Microsoft has released out-of-band security updates to tackle the ‘Memory Mapped I/O Stale Data (MMIO)’ information disclosure vulnerabilities affecting Intel CPUs.
The vulnerability, initially disclosed by Intel on June 14, 2022, warned that processes running in a virtual machine could gain access to data from another virtual machine, potentially exposing sensitive information across trust boundaries. This class of vulnerabilities is monitored under four CVEs, namely:
- CVE-2022-21123 – Shared Buffer Data Read (SBDR)
- CVE-2022-21125 – Shared Buffer Data Sampling (SBDS)
- CVE-2022-21127 – Special Register Buffer Data Sampling Update (SRBDS Update)
- CVE-2022-21166 – Device Register Partial Write (DRPW)
Microsoft also released an advisory, ADV220002, detailing the scenarios that could be affected by these vulnerabilities as part of the June Patch Tuesday.

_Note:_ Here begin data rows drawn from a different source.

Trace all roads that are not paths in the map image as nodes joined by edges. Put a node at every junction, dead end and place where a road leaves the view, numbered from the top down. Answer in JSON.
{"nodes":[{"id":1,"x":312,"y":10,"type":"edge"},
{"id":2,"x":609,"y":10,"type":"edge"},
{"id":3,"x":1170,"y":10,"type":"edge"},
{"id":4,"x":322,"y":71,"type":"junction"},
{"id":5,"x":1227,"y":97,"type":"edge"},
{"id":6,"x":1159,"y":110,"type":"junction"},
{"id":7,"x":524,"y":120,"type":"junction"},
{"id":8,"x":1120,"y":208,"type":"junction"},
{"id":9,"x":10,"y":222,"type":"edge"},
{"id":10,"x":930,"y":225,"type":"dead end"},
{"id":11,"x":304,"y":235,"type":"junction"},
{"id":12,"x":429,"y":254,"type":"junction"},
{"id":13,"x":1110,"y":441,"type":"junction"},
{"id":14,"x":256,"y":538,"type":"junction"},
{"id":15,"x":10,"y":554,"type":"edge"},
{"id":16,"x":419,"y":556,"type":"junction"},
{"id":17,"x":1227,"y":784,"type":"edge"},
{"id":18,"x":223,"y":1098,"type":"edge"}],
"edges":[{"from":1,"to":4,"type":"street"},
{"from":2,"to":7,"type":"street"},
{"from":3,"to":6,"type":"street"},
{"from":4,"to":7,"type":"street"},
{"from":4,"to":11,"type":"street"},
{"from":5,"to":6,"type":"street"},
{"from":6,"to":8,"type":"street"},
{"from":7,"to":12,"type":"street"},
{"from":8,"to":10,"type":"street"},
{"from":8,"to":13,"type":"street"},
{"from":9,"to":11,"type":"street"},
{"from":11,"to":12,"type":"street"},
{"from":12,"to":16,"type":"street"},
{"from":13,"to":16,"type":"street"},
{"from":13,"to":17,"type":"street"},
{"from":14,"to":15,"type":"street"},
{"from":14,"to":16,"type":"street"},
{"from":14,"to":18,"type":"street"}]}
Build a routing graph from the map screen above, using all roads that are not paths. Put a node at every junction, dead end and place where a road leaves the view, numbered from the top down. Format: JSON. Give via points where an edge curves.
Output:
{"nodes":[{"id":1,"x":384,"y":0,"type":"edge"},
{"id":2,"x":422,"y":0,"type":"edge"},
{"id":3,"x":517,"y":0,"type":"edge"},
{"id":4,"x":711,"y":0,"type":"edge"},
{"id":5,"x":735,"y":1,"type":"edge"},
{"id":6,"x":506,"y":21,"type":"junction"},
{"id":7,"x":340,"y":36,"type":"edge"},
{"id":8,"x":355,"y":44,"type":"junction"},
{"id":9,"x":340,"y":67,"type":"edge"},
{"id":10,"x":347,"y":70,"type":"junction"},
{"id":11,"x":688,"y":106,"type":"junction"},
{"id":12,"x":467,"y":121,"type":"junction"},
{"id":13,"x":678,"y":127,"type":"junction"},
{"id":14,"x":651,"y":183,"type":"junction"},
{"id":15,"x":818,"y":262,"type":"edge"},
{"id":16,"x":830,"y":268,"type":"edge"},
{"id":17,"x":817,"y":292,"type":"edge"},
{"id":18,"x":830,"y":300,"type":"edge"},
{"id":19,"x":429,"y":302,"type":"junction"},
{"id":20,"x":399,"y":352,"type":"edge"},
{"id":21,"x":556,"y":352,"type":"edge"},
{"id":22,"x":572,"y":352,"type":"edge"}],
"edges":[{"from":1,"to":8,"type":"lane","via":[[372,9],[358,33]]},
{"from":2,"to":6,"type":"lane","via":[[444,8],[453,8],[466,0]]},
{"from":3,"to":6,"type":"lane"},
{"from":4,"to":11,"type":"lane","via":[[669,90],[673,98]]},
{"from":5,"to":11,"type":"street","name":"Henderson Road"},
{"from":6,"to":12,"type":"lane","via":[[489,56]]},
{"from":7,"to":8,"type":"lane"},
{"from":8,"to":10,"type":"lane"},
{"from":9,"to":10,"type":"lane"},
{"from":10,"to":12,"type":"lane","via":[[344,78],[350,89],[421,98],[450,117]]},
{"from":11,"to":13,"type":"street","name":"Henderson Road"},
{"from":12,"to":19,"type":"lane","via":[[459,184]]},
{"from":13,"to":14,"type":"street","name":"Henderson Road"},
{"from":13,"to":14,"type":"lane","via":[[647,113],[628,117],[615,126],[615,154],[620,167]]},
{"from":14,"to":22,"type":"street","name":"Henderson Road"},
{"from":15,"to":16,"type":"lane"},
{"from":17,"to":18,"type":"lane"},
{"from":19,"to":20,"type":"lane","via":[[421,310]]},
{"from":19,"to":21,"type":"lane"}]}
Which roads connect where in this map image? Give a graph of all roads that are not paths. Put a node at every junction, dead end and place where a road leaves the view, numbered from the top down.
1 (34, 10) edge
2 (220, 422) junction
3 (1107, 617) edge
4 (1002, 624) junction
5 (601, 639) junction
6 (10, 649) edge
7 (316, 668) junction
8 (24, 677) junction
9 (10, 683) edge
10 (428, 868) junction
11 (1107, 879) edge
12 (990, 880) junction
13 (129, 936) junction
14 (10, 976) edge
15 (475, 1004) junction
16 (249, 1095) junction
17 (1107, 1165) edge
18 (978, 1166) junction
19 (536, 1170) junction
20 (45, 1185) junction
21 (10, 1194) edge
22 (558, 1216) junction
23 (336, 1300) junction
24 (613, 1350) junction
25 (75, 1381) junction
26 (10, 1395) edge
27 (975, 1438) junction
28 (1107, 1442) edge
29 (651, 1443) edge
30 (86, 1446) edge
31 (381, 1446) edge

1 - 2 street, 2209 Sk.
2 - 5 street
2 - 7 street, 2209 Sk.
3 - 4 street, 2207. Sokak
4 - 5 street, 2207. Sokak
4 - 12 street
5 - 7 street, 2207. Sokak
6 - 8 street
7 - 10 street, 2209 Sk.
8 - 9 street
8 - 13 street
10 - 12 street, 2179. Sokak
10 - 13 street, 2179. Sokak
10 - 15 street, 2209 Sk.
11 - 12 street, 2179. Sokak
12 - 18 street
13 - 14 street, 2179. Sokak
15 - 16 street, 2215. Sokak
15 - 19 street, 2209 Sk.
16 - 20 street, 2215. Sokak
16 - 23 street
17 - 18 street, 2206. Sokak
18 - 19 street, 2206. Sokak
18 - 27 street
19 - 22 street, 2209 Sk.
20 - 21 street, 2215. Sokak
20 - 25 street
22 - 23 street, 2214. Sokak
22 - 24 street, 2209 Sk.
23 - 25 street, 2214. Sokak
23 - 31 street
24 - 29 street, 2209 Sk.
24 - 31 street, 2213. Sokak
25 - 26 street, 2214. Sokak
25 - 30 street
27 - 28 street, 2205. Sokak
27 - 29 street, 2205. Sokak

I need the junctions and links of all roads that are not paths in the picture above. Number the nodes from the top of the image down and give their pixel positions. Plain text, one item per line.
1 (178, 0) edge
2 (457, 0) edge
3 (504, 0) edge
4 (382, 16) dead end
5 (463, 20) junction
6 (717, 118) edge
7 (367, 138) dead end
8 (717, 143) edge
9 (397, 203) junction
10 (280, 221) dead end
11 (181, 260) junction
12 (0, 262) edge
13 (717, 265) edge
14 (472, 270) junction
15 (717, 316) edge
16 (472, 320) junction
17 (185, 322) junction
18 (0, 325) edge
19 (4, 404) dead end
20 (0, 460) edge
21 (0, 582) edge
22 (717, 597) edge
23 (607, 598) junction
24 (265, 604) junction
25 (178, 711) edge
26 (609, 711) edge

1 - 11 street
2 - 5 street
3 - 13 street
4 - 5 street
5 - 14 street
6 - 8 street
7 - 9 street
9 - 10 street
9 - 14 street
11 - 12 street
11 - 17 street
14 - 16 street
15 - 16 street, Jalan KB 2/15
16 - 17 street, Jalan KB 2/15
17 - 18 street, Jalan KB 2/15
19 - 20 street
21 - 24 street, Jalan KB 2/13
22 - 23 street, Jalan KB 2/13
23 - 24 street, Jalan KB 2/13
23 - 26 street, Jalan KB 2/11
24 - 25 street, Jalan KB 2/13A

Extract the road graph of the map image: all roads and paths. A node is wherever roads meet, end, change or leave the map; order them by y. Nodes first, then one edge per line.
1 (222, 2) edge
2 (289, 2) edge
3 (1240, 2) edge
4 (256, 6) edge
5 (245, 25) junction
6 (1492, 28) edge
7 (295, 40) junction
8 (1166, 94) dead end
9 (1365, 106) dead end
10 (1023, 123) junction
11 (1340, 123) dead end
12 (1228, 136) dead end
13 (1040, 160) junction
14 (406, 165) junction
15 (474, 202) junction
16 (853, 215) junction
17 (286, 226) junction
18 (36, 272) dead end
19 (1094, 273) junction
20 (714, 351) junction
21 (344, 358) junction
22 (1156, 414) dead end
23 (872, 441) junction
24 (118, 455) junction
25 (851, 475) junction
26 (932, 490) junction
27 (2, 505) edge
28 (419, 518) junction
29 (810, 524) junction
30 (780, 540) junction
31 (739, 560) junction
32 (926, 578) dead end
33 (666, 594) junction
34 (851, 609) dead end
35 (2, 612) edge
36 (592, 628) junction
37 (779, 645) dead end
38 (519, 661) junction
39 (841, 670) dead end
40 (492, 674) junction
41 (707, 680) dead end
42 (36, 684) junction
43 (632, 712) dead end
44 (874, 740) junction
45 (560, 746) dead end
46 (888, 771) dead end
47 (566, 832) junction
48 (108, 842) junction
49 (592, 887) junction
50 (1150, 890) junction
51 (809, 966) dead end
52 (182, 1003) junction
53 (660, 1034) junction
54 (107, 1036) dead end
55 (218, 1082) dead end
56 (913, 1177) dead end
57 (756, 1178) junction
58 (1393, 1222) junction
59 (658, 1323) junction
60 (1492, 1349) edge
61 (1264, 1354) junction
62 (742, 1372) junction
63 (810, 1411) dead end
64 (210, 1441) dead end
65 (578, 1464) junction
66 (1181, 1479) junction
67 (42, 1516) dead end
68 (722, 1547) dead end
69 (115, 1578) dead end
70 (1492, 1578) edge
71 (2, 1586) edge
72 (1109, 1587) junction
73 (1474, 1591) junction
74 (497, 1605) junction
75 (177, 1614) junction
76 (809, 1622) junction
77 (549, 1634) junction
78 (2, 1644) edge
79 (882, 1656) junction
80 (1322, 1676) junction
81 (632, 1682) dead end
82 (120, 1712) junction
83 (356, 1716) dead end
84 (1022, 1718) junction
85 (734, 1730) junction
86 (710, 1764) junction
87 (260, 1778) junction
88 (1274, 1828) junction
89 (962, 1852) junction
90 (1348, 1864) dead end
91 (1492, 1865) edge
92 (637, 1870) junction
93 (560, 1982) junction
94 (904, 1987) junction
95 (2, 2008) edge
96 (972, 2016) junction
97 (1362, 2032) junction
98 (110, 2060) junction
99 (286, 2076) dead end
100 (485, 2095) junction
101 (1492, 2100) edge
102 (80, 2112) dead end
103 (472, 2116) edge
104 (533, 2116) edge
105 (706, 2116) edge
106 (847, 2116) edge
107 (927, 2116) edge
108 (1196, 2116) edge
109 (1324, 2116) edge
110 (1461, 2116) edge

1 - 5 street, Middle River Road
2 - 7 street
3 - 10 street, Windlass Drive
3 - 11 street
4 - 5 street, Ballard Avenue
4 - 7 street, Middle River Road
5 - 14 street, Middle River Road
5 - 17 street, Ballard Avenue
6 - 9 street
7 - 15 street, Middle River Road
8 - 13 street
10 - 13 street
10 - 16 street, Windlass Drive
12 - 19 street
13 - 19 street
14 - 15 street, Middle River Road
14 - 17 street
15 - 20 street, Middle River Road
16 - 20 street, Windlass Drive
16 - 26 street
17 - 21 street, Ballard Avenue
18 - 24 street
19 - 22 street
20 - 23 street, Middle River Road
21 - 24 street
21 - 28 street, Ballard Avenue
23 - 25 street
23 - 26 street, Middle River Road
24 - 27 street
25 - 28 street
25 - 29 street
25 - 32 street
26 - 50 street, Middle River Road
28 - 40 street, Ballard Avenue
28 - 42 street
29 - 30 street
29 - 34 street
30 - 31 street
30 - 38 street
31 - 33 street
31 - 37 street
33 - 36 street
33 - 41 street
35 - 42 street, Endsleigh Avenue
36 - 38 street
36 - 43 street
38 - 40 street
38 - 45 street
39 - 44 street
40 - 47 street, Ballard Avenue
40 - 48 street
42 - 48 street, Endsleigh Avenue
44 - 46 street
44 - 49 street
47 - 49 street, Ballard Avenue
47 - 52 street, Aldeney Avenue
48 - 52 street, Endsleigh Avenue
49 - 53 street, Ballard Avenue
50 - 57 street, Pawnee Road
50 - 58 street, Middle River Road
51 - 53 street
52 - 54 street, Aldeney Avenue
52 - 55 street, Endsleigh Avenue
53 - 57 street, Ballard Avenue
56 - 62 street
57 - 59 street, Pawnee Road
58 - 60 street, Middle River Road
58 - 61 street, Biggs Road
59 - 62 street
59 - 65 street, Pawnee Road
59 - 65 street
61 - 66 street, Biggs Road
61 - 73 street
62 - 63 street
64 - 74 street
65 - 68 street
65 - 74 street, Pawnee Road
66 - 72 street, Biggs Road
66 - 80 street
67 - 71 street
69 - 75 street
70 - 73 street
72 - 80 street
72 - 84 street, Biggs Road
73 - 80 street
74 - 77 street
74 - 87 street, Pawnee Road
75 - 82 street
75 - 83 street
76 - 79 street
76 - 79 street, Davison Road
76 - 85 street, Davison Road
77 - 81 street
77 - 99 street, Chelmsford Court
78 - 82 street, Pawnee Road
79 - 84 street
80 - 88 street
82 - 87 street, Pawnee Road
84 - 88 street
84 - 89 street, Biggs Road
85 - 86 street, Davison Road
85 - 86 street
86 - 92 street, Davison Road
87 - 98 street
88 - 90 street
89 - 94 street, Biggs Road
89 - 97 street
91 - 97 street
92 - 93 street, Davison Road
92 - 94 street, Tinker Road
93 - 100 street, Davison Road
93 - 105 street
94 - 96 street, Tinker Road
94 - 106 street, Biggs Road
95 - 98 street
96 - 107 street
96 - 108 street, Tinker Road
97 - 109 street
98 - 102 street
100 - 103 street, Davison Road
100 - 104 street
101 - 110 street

What is Microsoft doing about it?
The company stated that in shared resource environments like those in some cloud services, an attacker could improperly use the vulnerabilities to access data from another virtual machine.
On standalone systems, an attacker would require prior access or the ability to run a specifically crafted application on the targeted system to exploit the vulnerabilities. Microsoft’s advisory, however, indicates that no security updates were released, only mitigations for Windows Server 2019 and Windows Server 2022.
The company has now released a somewhat puzzling set of security updates for Windows 10, 11, and Windows Server that address the vulnerabilities.
These updates are being published as manual updates in the Microsoft Update Catalog and include
- KB5019180 – Windows 10, version 20H2, 21H2, and 22H2
- KB5019177 – Windows 11, version 21H2
- KB5019178 – Windows 11, version 22H2
- KB5019182 – Windows Server 2016
- KB5019181 – Windows Server 2019
- KB5019106 – Windows Server 2022
It is still unclear from the support bulletins whether these are new Intel microcodes or other mitigations to be applied to devices. These updates are likely being released as optional, manual updates as the mitigations for these vulnerabilities can cause performance issues, and the flaws may not be fully resolved without disabling Intel Hyper-Threading Technology (Intel HT Technology) in some scenarios.
It is essential to note that before applying these updates, it is strongly advised to carefully read both Intel’s and Microsoft’s advisories. Given the seriousness, users are strongly advised to read Intel’s and Microsoft’s advisories before applying these updates.